=== Begin Enclosure ===

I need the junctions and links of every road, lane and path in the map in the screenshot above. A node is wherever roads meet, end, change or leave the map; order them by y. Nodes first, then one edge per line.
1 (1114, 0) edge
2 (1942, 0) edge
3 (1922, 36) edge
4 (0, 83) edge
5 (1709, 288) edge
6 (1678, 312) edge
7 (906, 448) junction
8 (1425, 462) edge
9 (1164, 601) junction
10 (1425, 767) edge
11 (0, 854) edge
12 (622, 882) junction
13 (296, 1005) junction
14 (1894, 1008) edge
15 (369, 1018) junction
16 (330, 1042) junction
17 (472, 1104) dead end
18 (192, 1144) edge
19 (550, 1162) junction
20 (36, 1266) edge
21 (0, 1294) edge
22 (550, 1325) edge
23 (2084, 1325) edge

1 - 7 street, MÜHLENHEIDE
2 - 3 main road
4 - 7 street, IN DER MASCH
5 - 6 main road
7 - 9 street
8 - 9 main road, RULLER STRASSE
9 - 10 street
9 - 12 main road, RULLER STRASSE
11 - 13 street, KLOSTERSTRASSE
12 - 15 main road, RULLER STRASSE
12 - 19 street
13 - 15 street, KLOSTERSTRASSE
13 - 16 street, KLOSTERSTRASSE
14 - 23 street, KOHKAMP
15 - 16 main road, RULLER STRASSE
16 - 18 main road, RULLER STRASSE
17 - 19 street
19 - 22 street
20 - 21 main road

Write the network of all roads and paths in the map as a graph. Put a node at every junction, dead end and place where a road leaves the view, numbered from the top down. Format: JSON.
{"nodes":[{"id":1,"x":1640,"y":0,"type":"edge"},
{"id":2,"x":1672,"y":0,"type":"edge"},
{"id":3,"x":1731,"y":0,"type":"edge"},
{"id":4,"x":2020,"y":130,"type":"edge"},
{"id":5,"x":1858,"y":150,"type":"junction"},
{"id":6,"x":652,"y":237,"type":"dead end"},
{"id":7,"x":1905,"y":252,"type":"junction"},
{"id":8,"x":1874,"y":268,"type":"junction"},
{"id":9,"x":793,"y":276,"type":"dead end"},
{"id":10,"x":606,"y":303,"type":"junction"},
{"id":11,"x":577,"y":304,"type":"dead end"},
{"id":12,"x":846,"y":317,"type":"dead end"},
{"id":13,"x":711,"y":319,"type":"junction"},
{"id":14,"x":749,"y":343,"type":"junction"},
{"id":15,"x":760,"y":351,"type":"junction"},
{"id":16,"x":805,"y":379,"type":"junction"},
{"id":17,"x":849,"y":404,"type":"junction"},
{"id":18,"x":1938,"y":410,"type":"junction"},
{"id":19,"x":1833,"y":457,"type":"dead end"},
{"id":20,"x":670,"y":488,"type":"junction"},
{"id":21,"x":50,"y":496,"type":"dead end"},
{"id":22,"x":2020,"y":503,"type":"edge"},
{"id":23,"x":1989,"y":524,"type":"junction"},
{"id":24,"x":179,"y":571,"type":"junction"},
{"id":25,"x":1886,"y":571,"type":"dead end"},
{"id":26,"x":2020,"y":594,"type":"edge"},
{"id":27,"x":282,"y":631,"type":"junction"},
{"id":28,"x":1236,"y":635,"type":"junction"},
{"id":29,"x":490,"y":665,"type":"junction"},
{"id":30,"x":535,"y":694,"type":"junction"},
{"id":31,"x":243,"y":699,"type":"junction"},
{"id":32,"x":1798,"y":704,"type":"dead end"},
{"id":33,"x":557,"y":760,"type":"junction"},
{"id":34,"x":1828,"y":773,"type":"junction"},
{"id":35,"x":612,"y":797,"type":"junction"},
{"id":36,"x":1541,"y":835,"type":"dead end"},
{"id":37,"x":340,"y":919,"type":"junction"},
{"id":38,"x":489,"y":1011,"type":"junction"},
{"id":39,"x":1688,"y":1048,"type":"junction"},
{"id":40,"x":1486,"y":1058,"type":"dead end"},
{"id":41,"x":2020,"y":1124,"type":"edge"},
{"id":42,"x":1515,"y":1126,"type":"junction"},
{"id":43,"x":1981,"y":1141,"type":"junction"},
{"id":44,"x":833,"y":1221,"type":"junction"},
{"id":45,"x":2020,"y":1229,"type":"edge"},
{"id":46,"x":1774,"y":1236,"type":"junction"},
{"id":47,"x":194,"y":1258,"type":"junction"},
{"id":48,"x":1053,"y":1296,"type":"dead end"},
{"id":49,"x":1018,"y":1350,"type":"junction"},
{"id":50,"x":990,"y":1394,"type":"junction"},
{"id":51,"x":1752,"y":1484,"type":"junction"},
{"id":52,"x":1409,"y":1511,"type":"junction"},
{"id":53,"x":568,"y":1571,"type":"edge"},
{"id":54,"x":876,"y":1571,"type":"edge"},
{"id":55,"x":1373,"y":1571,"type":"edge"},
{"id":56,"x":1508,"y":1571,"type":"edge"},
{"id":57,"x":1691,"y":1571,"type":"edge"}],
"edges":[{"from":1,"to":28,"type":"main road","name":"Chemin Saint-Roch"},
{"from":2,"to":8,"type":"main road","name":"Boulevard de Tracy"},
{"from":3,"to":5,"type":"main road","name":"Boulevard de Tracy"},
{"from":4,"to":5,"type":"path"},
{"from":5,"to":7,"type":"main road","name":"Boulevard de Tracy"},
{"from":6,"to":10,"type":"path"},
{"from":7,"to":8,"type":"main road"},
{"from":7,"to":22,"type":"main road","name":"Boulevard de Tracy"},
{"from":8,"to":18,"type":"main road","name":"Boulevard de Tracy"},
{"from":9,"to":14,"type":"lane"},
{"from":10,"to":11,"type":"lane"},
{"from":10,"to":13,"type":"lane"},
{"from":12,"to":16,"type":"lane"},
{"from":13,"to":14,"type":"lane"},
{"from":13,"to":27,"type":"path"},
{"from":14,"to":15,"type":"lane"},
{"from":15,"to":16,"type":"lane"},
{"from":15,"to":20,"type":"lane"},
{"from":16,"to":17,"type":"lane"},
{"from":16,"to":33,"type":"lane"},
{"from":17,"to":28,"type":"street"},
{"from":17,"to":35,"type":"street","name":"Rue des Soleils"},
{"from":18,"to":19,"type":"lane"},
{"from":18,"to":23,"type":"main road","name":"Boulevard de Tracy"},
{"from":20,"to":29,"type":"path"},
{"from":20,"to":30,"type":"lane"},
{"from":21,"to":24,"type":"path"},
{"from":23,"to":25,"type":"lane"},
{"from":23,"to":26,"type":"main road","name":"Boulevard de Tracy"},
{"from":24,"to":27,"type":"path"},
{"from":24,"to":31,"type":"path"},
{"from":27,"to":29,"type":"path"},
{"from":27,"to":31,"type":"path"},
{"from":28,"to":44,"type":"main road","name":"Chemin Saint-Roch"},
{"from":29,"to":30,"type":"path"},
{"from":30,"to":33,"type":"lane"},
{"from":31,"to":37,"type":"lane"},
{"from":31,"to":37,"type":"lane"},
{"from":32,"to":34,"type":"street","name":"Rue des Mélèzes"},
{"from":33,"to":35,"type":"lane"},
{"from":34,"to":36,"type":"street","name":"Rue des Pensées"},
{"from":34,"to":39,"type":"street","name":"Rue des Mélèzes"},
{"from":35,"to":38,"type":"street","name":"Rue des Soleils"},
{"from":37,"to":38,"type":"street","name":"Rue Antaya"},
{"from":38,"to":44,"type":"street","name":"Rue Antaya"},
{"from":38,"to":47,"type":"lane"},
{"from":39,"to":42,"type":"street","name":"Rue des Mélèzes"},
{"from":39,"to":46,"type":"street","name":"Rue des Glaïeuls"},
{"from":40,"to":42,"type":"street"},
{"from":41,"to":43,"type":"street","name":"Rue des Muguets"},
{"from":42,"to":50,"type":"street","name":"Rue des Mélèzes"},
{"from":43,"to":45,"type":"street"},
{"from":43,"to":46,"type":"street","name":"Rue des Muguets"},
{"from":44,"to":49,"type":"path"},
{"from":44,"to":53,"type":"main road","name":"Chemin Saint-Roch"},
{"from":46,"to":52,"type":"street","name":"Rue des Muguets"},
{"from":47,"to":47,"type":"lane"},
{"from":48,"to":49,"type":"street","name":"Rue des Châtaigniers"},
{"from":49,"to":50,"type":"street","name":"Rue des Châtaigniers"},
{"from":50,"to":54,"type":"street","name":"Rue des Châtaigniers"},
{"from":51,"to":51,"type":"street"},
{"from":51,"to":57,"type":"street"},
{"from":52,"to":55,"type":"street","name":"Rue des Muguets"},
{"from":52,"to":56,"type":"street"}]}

=== End Enclosure ===

▶ Goal of the exercise: What number of lines in the listing contain the word "Saint"? Supply the number with no accompanying text.

▶ Task response: 3